I found a lead in Appendix D of Canuto, Quarteroni, Hussaini, and Zang (new editions, Vol. 2 on CFD methods), where they reference a Spalart and Watmuff 1993 JFM publication as providing "another common LSRK+CN" method due to Wray (unpublished), but in fact I finally found the SIMSON RK(3,3)-2N coefficients in a 1991 JCP paper from Spalart, Moser, and Rogers (https://doi.org/10.1016/0021-9991(91)90238-G), in which they say the coefficients are only "almost 3rd order", so the original Williamson 1980 (3,3) coefficients or the (4,3) coefficients from Carpenter and Kennedy (1994) might provide better results just by swapping coefficients (and bumping the rk loops by 1 stage), but obviously the best person to ask about optimal coefficients would be an integrator expert like David Ketcheson. I'm just a turbulence modeling/theory guy 😃.

Anyway, that concludes the hunt for where the coefficients came from.

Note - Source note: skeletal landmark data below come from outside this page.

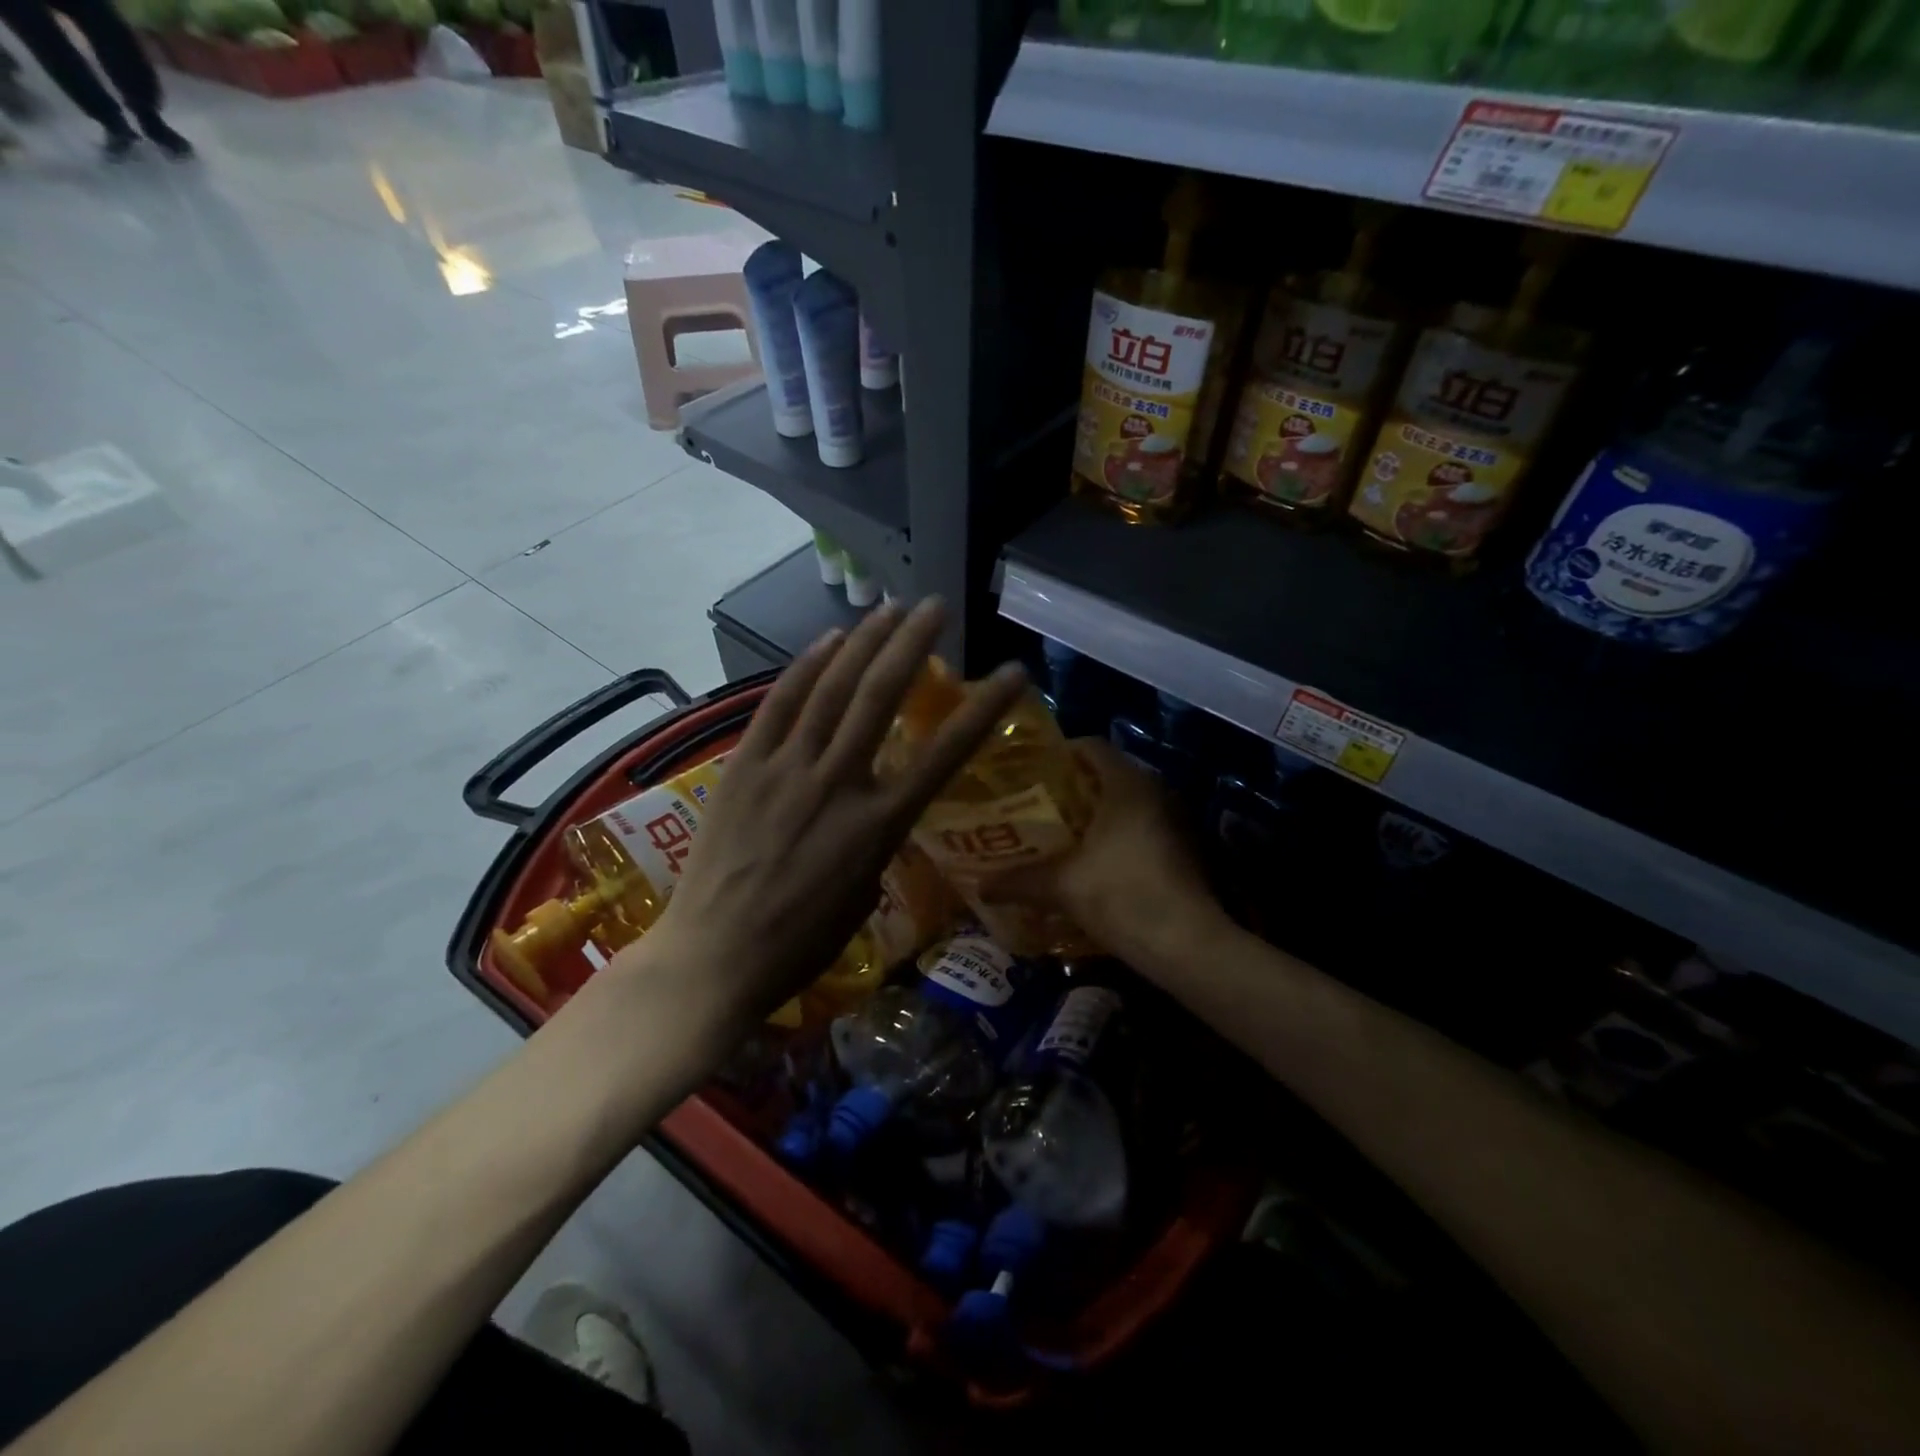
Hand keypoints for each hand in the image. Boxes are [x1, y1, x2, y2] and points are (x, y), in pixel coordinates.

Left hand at [611, 598, 1026, 1033]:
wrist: (714, 957)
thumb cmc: (799, 944)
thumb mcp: (864, 897)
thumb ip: (879, 842)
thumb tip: (879, 809)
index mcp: (878, 825)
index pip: (944, 754)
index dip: (983, 709)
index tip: (1010, 673)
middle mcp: (837, 783)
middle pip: (880, 697)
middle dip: (912, 644)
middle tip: (935, 606)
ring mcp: (786, 769)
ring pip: (832, 690)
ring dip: (863, 642)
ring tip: (889, 607)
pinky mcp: (745, 766)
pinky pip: (779, 705)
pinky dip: (805, 668)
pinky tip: (828, 640)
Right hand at [982, 738, 1226, 971]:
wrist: (1187, 946)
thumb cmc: (1122, 897)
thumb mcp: (1062, 887)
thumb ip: (1019, 881)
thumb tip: (979, 886)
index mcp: (1127, 784)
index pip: (1090, 746)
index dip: (1059, 754)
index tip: (1029, 772)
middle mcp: (1155, 791)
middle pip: (1107, 775)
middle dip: (1071, 789)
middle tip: (1035, 805)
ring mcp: (1174, 820)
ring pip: (1126, 804)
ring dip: (1094, 816)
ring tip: (1057, 834)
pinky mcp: (1184, 848)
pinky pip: (1141, 827)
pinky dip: (1116, 836)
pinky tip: (1091, 861)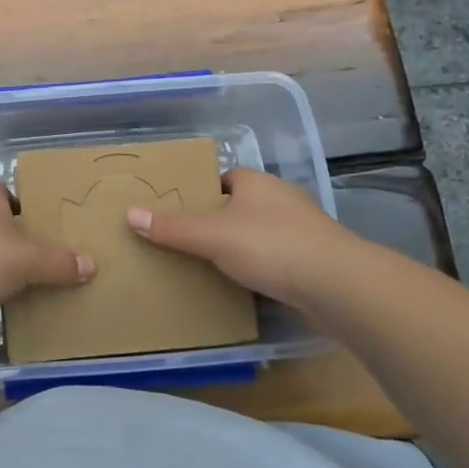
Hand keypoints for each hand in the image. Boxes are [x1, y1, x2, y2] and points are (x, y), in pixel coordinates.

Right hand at [126, 167, 355, 310]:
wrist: (338, 285)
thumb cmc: (271, 246)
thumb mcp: (213, 235)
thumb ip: (173, 227)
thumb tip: (130, 213)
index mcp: (257, 182)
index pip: (224, 179)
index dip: (202, 193)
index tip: (179, 213)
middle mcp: (281, 199)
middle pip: (241, 207)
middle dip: (219, 223)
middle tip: (187, 243)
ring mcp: (302, 230)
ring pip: (260, 234)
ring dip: (242, 248)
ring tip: (211, 268)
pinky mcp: (315, 261)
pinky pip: (278, 260)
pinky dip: (262, 270)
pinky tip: (246, 288)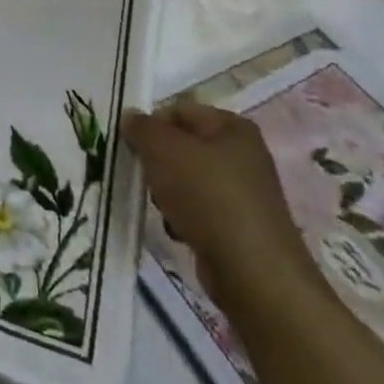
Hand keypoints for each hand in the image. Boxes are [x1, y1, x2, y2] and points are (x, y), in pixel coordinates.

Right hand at [123, 99, 320, 307]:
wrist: (253, 272)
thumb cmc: (207, 197)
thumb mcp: (163, 150)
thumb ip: (142, 127)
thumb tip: (130, 116)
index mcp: (233, 127)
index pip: (178, 111)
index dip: (150, 126)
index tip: (131, 147)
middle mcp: (243, 154)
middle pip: (182, 146)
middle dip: (158, 162)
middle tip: (146, 178)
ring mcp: (244, 192)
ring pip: (187, 179)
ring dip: (167, 192)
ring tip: (164, 208)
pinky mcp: (240, 226)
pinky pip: (199, 210)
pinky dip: (183, 217)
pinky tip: (179, 230)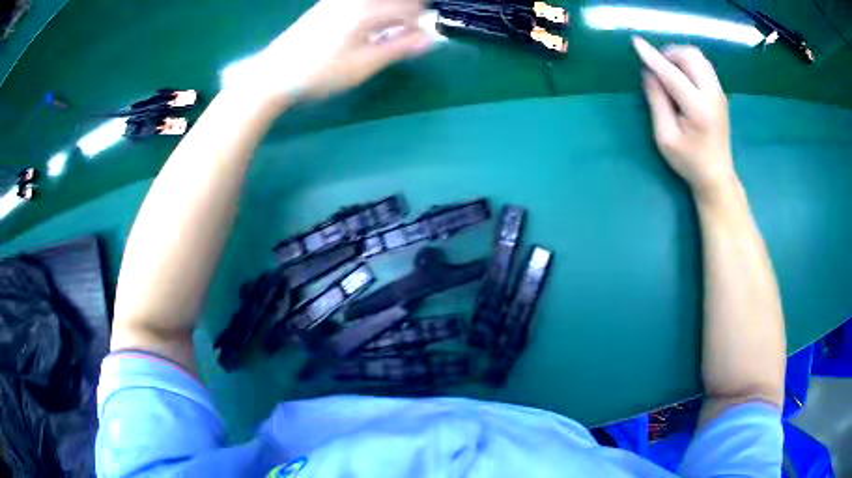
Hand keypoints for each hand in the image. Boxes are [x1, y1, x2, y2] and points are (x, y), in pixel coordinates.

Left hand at [230, 0, 433, 102]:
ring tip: (389, 32)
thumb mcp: (364, 65)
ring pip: (377, 1)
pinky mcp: (326, 6)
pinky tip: (367, 28)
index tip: (422, 38)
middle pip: (394, 0)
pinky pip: (361, 3)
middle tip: (407, 33)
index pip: (409, 6)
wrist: (273, 74)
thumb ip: (400, 48)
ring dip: (390, 11)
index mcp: (366, 9)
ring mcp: (337, 1)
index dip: (422, 22)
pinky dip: (373, 11)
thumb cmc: (320, 73)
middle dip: (407, 12)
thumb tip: (430, 38)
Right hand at [632, 37, 736, 197]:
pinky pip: (704, 65)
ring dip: (680, 56)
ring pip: (699, 57)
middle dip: (670, 53)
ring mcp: (719, 93)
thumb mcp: (665, 137)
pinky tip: (682, 77)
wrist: (717, 176)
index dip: (652, 57)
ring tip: (668, 70)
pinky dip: (689, 63)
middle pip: (691, 56)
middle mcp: (712, 95)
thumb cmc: (689, 161)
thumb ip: (657, 101)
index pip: (672, 74)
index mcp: (698, 109)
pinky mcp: (720, 93)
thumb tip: (648, 73)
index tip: (636, 43)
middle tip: (657, 66)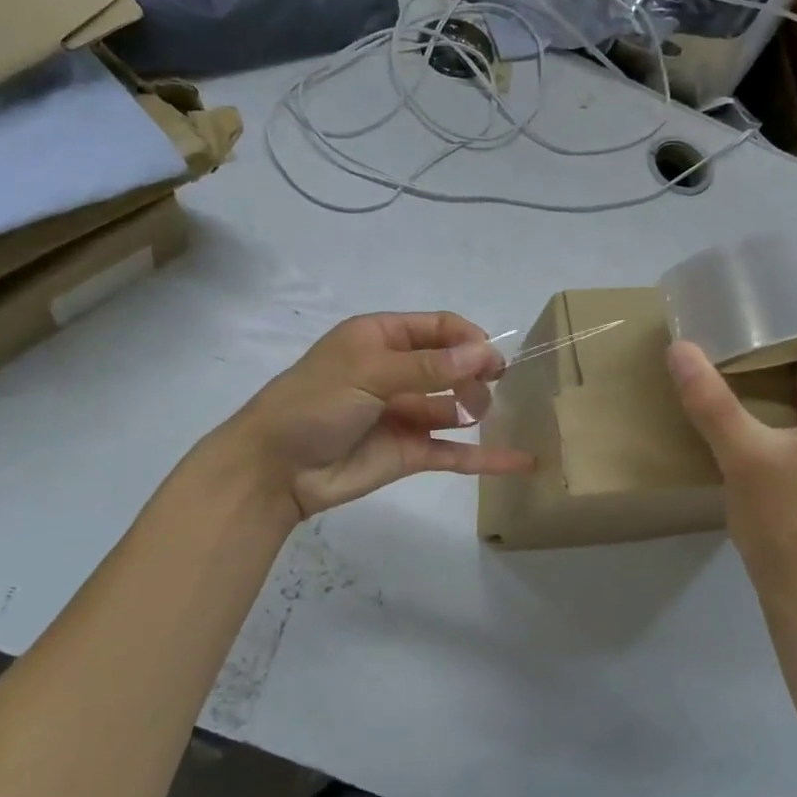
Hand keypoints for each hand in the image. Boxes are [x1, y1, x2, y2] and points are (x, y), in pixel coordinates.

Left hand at [221, 311, 534, 525]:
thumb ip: (428, 367)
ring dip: (478, 407)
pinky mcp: (411, 453)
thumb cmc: (315, 404)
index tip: (493, 359)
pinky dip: (486, 457)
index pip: (438, 328)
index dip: (468, 339)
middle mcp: (397, 372)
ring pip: (456, 406)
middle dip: (476, 372)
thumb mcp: (368, 373)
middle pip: (452, 365)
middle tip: (491, 388)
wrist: (275, 468)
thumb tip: (484, 354)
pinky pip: (455, 452)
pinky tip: (521, 459)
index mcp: (381, 339)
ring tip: (486, 414)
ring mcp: (405, 414)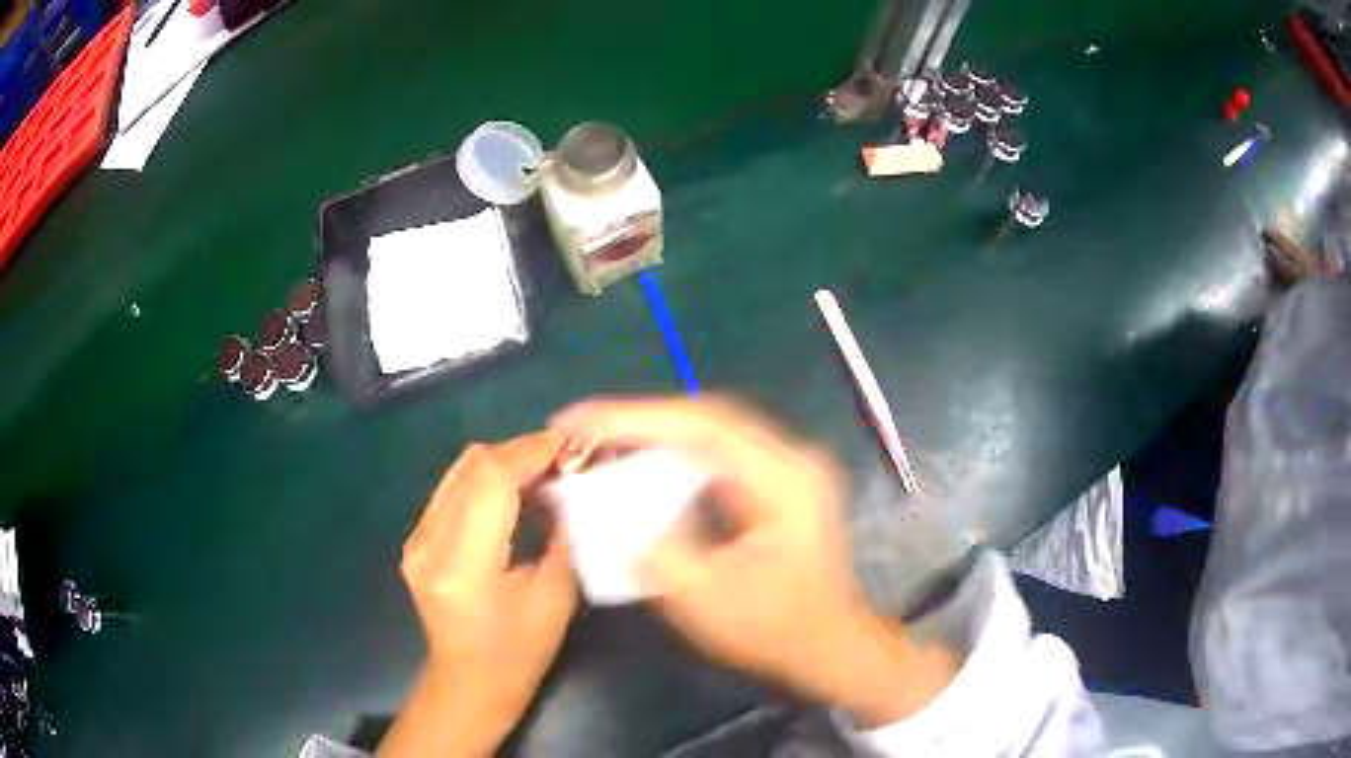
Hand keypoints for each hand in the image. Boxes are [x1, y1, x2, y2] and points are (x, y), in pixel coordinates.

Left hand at [380, 432, 576, 757]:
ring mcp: (416, 541)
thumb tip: (573, 491)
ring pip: (460, 471)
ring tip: (544, 469)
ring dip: (504, 461)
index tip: (570, 445)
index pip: (491, 482)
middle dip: (521, 451)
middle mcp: (429, 546)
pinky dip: (487, 479)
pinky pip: (453, 489)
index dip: (531, 453)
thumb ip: (562, 539)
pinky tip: (516, 491)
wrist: (468, 685)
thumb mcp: (555, 601)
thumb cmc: (518, 656)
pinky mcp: (416, 540)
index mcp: (464, 568)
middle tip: (563, 457)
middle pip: (472, 467)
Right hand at [553, 396, 955, 726]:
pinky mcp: (777, 485)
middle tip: (580, 428)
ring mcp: (787, 469)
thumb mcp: (704, 599)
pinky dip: (674, 457)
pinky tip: (641, 466)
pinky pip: (717, 456)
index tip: (576, 421)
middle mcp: (791, 459)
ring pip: (710, 432)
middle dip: (638, 420)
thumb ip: (655, 547)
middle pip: (706, 418)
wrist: (831, 647)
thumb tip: (614, 507)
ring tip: (600, 441)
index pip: (702, 425)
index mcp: (784, 479)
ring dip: (654, 435)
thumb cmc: (775, 630)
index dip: (632, 417)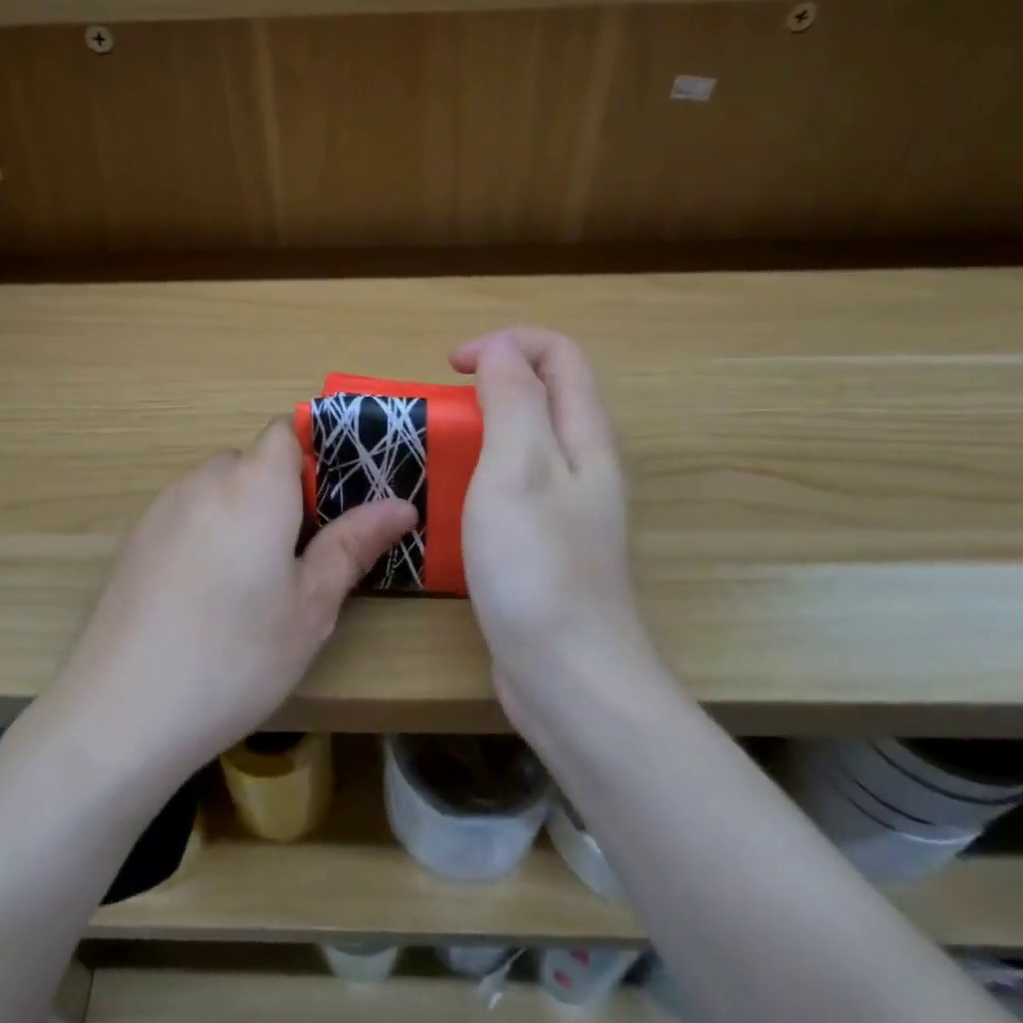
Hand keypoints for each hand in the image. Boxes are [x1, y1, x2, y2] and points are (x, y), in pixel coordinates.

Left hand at [49, 420, 416, 784]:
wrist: (122, 712)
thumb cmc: (237, 655)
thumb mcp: (311, 606)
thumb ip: (354, 545)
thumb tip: (402, 505)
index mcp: (254, 486)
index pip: (286, 431)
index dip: (315, 456)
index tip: (332, 508)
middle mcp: (203, 481)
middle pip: (252, 463)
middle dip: (281, 496)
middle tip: (301, 559)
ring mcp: (161, 509)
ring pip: (217, 491)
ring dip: (242, 517)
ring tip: (251, 586)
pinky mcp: (133, 540)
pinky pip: (185, 517)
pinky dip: (206, 536)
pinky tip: (204, 599)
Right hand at [450, 328, 659, 732]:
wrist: (568, 677)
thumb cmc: (536, 566)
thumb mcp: (518, 468)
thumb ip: (513, 400)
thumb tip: (502, 349)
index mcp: (584, 438)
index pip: (559, 355)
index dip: (506, 344)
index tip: (452, 368)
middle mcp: (583, 466)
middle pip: (545, 395)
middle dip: (492, 383)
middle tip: (441, 412)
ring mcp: (567, 510)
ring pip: (526, 442)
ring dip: (481, 430)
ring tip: (438, 453)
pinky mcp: (546, 546)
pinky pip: (514, 488)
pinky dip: (480, 476)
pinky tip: (451, 506)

I am curious if you'd ever tested any of the IRK3/ETD/ETDRK4 integrators from shenfun using a CFL-based adaptive time step, and thus had to call the setup() function for the solver over and over? Would this be crazy inefficient, or would the alltoall cost of a large-scale 3D HIT or channel flow make the solver matrix-assembly steps seem utterly cheap in comparison? If you haven't ever tried then I'll definitely run some tests to see what I could get away with. I'm running decaying HIT cases using a slight modification of your shenfun_NS example, basically the spectralLES module I developed as a PhD student (https://github.com/ctowery/teslapy/tree/master/spectralLES) but upgraded to shenfun, and since the maximum time step increases dramatically over time, there will be a time interval where re-running the setup for a bigger dt will be worth it. (Question is if that interval is closer to every step or 1000 steps.)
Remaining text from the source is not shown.